Шрифт:
Интервал:
Закладка:
Осенью 1833 года Бенкендорф сопровождает царя за границу. Складывается ритуал поездок инкогнито: Николай разыгрывал роль адъютанта Бенкендорфа, что в России совершенно не имело бы смысла — царя узнали бы сразу. А по Германии и Австрии путешествовали генерал Бенкендорф с высоким — двухметровым — «адъютантом»; именно на имя Бенкендорфа заказывались комнаты для ночлега и лошадей. Николай с удовольствием расспрашивал немецких почтмейстеров о том, что им известно о русском императоре, и благодаря этому собрал коллекцию самых неожиданных слухов о себе.
В коляске «на всякий случай» лежали два заряженных пистолета (их клал ещё в Петербурге предусмотрительный Дубельт), но дело ни разу не дошло до их использования. Правда, однажды по дороге из Данцига в Калиш (это было уже в 1835 году) кто-то поджёг мост на пути следования наших путешественников, но точно доказать злонамеренность не удалось даже в результате расследования, проведённого агентами Бенкендорфа33.
Царь был готов мириться с опасностями ради возможности одиноких поездок — и по России, и по Европе. Только они давали ему возможность отвлечься от вечного исполнения роли правителя в «непрекращающемся театре власти»34. Бенкендорф и очень немногие приближённые — круг дружеский, в нём незазорно было расслабиться, вести себя так, как хочется, а не как предписывал регламент. Немногие рассказы передают атмосферу таких «дружеских вечеров в дороге». Николай неожиданно предстаёт в них фантазёром и сочинителем, однажды даже предложившим свою версию то ли «Станционного смотрителя», то ли «Путешествия дилетантов»:
«Во время поездки в 1834 году разговорился (царь. — Д. О.) со своим доктором Енохиным, выходцем из духовного сословия, и, как любитель церковного пения, стал петь с ним духовные стихиры. Затем шутливо спросил:
— Каково, Енохин?
— Прекрасно, государь, вам бы хоть самим на клиросе петь.

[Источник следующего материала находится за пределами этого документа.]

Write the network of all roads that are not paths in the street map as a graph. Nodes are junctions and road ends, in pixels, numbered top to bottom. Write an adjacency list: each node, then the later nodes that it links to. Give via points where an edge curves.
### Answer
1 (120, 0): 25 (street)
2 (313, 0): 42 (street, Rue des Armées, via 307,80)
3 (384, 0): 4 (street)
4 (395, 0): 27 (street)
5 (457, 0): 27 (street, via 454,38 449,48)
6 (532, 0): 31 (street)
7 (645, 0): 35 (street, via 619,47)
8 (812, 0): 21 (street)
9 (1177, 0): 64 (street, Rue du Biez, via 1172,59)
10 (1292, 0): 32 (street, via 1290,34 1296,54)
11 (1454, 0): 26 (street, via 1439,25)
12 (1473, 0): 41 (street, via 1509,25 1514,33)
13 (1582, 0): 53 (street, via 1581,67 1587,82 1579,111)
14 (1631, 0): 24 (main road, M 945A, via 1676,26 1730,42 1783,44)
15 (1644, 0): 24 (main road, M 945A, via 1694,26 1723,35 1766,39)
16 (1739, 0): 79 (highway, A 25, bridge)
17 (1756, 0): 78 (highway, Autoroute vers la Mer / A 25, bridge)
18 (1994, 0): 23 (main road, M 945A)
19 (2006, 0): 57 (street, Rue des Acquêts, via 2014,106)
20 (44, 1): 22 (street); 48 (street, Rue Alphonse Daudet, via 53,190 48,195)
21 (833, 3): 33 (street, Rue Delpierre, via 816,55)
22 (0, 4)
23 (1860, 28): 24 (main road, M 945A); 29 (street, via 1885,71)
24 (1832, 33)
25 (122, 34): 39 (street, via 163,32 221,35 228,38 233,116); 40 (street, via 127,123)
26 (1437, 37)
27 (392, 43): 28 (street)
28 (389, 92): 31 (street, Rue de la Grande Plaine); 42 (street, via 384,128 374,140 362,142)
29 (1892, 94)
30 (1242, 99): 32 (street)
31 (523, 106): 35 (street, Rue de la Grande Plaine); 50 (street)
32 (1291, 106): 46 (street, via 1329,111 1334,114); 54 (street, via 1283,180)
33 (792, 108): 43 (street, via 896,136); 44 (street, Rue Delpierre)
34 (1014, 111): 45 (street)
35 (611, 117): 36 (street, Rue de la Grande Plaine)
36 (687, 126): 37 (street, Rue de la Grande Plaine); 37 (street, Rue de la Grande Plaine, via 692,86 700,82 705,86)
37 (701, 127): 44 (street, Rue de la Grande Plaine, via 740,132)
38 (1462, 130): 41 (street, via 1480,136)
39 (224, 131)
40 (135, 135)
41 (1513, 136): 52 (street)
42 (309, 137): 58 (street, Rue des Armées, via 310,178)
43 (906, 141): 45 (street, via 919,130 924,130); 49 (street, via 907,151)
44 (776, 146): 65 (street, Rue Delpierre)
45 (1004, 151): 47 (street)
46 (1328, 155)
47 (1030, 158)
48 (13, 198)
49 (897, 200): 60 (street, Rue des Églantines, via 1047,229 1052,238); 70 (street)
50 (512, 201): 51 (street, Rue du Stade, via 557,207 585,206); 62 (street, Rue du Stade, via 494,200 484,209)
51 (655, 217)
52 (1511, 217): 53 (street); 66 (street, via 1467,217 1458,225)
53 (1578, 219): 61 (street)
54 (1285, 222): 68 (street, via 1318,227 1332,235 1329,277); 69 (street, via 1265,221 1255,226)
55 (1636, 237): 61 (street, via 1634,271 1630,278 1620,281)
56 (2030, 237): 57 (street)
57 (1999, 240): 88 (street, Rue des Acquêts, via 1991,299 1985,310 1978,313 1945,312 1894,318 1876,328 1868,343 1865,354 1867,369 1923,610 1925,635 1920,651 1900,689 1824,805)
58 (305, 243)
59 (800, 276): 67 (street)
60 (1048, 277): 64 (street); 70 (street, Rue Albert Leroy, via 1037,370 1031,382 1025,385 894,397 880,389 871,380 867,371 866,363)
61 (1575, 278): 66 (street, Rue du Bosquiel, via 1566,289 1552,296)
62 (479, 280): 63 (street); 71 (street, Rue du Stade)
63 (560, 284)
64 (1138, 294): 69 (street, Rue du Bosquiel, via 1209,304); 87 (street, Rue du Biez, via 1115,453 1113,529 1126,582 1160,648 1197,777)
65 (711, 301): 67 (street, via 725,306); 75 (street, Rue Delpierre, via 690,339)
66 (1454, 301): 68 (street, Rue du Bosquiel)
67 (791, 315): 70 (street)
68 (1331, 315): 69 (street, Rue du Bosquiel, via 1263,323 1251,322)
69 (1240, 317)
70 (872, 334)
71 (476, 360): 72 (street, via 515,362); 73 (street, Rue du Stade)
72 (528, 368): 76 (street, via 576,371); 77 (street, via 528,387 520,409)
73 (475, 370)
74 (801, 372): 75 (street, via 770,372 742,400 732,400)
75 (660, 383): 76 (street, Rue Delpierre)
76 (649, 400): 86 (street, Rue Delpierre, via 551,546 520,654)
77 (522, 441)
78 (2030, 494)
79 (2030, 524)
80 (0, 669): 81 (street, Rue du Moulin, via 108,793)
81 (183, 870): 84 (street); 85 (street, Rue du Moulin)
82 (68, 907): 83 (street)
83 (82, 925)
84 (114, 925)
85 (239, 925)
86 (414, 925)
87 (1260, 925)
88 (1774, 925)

— В самом деле, у меня голос недурён, и если б я был тоже из духовного звания, то, вероятно, попал бы в придворные певчие. Тут пел бы, покамест не спал с голоса, а потом… Ну, потом выпускают меня по порядку. С офицерским чином хоть бы в почтовое ведомство. Я, разумеется, стараюсь подбиться к почт-директору, и он назначает меня на тёпленькое местечко, например, почт-директором в Лугу. На мою беду, у лужского городничего хорошенькая дочка. Я по уши в неё влюбляюсь, но отец никак не хочет её за меня выдать. Отсюда начинаются все мои несчастья. В страсти моей я уговариваю девочку бежать со мною и похищаю её. Об этом доносят моему начальству, которое отнимает у меня любовницу, место, хлеб, и напоследок отдают под суд. Что тут делать без связей и без протекций?
В эту минуту вошёл в кабинет Бенкендорф.
— Слава богу, я спасён: нахожу путь к Бенкендорфу, подаю ему просьбу, и он освобождает меня из беды!
Можно представить себе, какой неистощимый смех произвёл в слушателях этот роман экспромтом»35.
Но в поездках находилось время и для серьёзных бесед. К лету 1830 года, например, относятся рассуждения Бенкендорфа и Николая о причинах европейских революций. По мнению Александра Христофоровича, «с самой смерти Людовика XIV французская нация, скорее испорченная, чем образованная, опередила своих королей в намерениях и потребности улучшений и перемен; …не слабые Бурбоны шли во главе народа, а сам он влачил их за собою… Россию наиболее ограждает от бедствий революций то обстоятельство, что у нас со времён Петра Первого всегда впереди нации стояли её монархи»36.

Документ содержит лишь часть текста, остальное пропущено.